## TASK DETAILS
Exact copy required. Repeat the records, but keep the pictures out.

-- LISTED RECORDS follows --

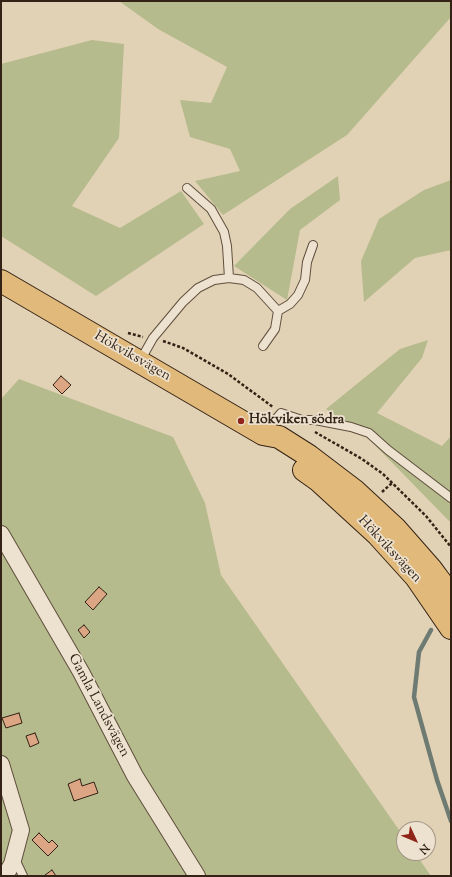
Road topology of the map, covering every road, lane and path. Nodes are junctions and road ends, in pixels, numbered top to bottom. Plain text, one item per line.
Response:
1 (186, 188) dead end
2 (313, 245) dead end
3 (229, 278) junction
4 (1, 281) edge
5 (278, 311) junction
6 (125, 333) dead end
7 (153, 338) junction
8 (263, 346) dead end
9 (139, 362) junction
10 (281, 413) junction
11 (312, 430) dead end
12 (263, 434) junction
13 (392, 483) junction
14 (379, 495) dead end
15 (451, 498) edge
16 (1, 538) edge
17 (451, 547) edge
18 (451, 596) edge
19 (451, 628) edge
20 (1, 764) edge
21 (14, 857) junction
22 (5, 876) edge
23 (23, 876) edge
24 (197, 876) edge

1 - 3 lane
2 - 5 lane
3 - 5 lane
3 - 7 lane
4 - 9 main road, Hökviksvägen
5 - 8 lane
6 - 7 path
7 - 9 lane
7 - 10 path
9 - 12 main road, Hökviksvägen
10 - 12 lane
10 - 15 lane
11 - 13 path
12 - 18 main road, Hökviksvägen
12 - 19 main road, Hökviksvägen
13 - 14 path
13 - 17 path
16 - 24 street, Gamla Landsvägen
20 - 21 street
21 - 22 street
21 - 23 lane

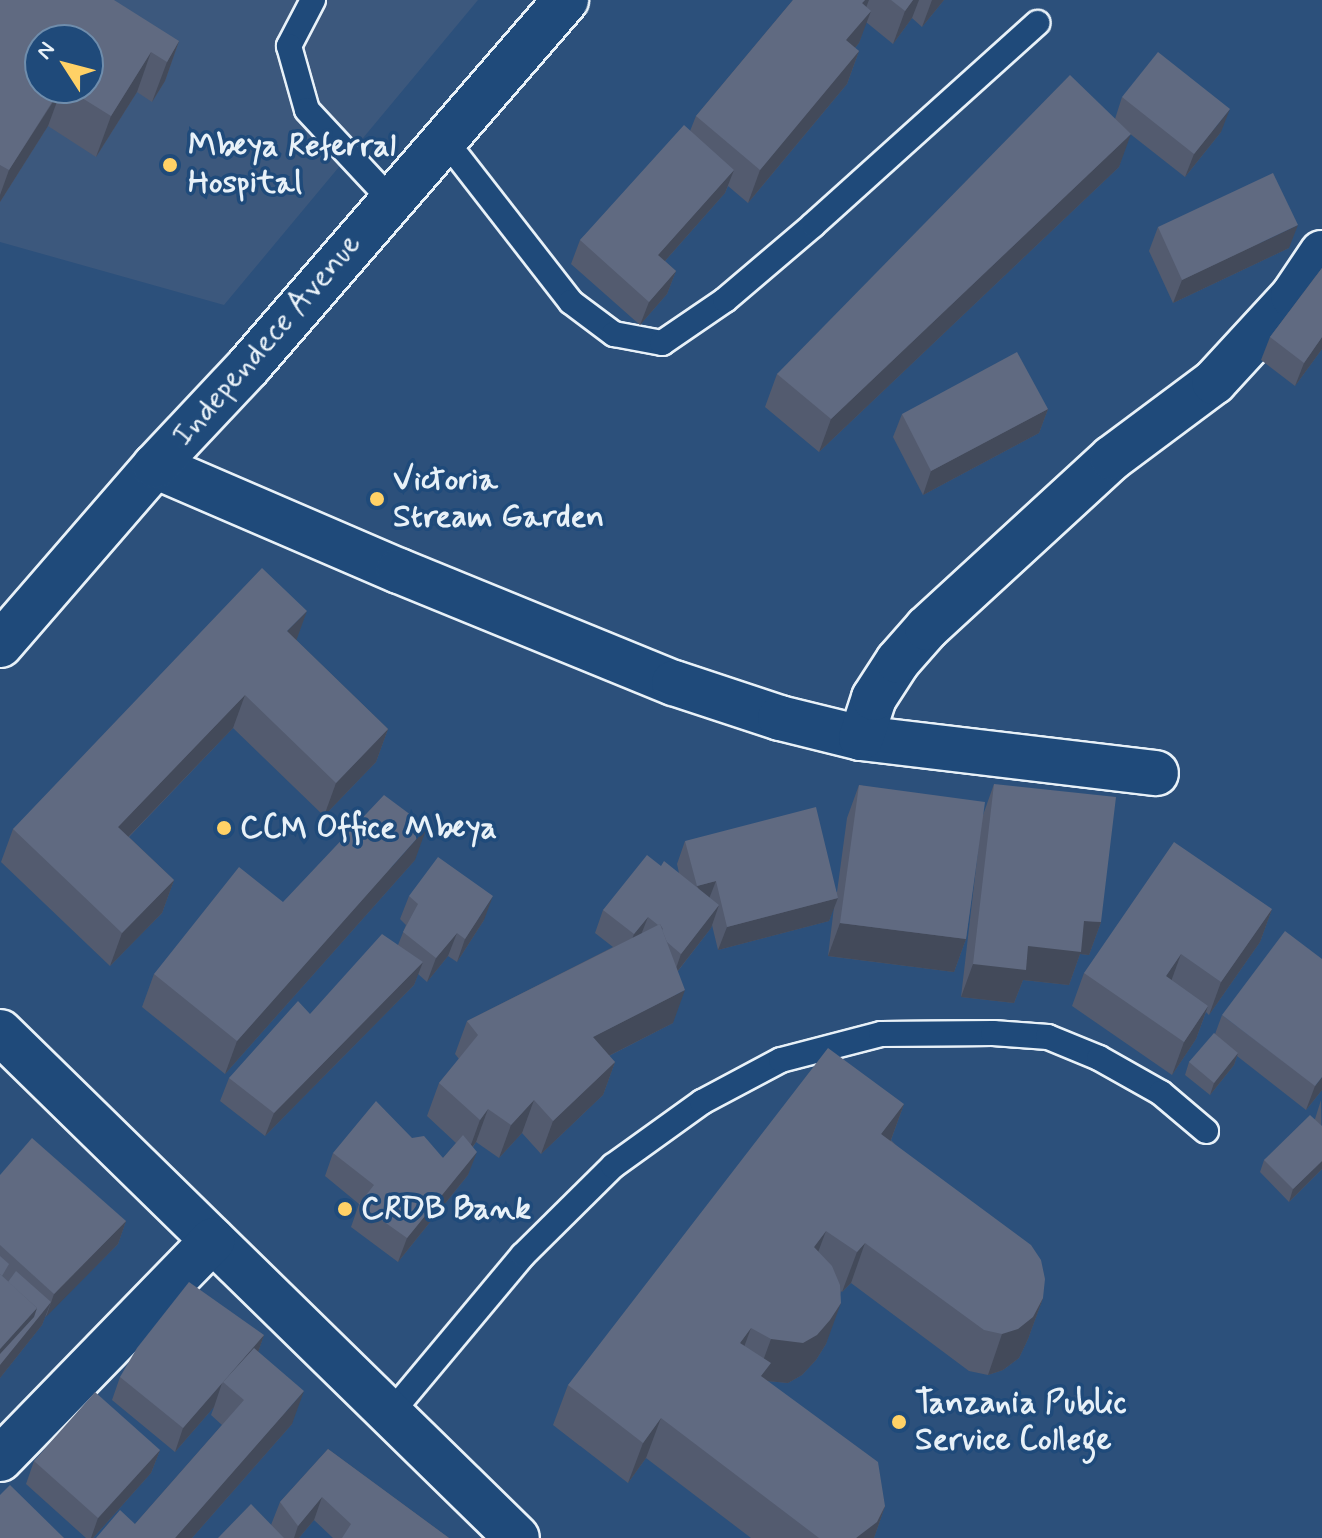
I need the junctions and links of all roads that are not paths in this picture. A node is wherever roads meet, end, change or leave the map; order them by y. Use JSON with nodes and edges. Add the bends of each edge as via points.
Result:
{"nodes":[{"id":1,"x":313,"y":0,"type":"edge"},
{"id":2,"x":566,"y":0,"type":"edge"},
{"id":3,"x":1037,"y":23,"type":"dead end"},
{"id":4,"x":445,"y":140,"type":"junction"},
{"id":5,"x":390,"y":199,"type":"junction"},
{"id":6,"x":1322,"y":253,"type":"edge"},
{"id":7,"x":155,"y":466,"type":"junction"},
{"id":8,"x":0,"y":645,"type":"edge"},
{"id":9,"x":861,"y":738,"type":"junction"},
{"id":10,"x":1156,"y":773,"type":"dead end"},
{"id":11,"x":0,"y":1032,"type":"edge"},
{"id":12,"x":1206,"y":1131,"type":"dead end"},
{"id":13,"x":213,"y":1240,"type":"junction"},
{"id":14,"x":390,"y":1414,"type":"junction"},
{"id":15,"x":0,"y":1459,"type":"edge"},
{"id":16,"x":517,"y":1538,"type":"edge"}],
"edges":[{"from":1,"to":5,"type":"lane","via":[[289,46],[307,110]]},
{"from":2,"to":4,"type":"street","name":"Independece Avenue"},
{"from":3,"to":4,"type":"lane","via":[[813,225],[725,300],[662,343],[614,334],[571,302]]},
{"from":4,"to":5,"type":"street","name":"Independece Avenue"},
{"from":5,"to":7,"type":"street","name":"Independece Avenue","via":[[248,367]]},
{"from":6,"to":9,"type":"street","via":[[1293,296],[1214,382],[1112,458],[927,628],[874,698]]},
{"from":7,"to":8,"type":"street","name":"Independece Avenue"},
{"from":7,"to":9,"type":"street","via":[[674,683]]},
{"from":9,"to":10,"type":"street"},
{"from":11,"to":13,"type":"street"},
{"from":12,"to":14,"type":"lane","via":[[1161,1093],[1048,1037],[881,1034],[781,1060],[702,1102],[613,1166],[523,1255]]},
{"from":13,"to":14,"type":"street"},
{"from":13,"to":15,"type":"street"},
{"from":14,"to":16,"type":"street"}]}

-- LISTED RECORDS concluded --

## WRITTEN ANSWER
Road topology of the map, covering every road, lane and path. Nodes are junctions and road ends, in pixels, numbered top to bottom. Plain text, one item per line.
Response:
1 (186, 188) dead end
2 (313, 245) dead end
3 (229, 278) junction
4 (1, 281) edge
5 (278, 311) junction
6 (125, 333) dead end
7 (153, 338) junction
8 (263, 346) dead end
9 (139, 362) junction
10 (281, 413) junction
11 (312, 430) dead end
12 (263, 434) junction
13 (392, 483) junction
14 (379, 495) dead end
15 (451, 498) edge
16 (1, 538) edge
17 (451, 547) edge
18 (451, 596) edge
19 (451, 628) edge
20 (1, 764) edge
21 (14, 857) junction
22 (5, 876) edge
23 (23, 876) edge
24 (197, 876) edge

1 - 3 lane
2 - 5 lane
3 - 5 lane
3 - 7 lane
4 - 9 main road, Hökviksvägen
5 - 8 lane
6 - 7 path
7 - 9 lane
7 - 10 path
9 - 12 main road, Hökviksvägen
10 - 12 lane
10 - 15 lane
11 - 13 path
12 - 18 main road, Hökviksvägen
12 - 19 main road, Hökviksvägen
13 - 14 path
13 - 17 path
16 - 24 street, Gamla Landsvägen
20 - 21 street
21 - 22 street
21 - 23 lane

I need the junctions and links of all roads that are not paths in this picture. A node is wherever roads meet, end, change or leave the map; order them by y. Use JSON with nodes and edges. Add the bends of each edge as via points.
Result:
{"nodes":[{"id":1,"x":313,"y":0,"type":"edge"},
{"id":2,"x":566,"y":0,"type":"edge"},
{"id":3,"x":1037,"y":23,"type":"dead end"},
{"id":4,"x":445,"y":140,"type":"junction"},
{"id":5,"x":390,"y":199,"type":"junction"},
{"id":6,"x":1322,"y":253,"type":"edge"},
{"id":7,"x":155,"y":466,"type":"junction"},
{"id":8,"x":0,"y":645,"type":"edge"},
{"id":9,"x":861,"y":738,"type":"junction"},
{"id":10,"x":1156,"y":773,"type":"dead end"},
{"id":11,"x":0,"y":1032,"type":"edge"},
{"id":12,"x":1206,"y":1131,"type":"dead end"},
{"id":13,"x":213,"y":1240,"type":"junction"},
{"id":14,"x":390,"y":1414,"type":"junction"},
{"id":15,"x":0,"y":1459,"type":"edge"},
{"id":16,"x":517,"y":1538,"type":"edge"}],
"edges":[{"from":1,"to":5,"type":"lane","via":[[289,46],[307,110]]},
{"from":2,"to":4,"type":"street","name":"Independece Avenue"},
{"from":3,"to":4,"type":"lane","via":[[813,225],[725,300],[662,343],[614,334],[571,302]]},
{"from":4,"to":5,"type":"street","name":"Independece Avenue"},
{"from":5,"to":7,"type":"street","name":"Independece Avenue","via":[[248,367]]},
{"from":6,"to":9,"type":"street","via":[[1293,296],[1214,382],[1112,458],[927,628],[874,698]]},
{"from":7,"to":8,"type":"street","name":"Independece Avenue"},
{"from":7,"to":9,"type":"street","via":[[674,683]]},
{"from":9,"to":10,"type":"street"},
{"from":11,"to":13,"type":"street"},
{"from":12,"to":14,"type":"lane","via":[[1161,1093],[1048,1037],[881,1034],[781,1060],[702,1102],[613,1166],[523,1255]]},
{"from":13,"to":14,"type":"street"},
{"from":13,"to":15,"type":"street"},
{"from":14,"to":16,"type":"street"}]}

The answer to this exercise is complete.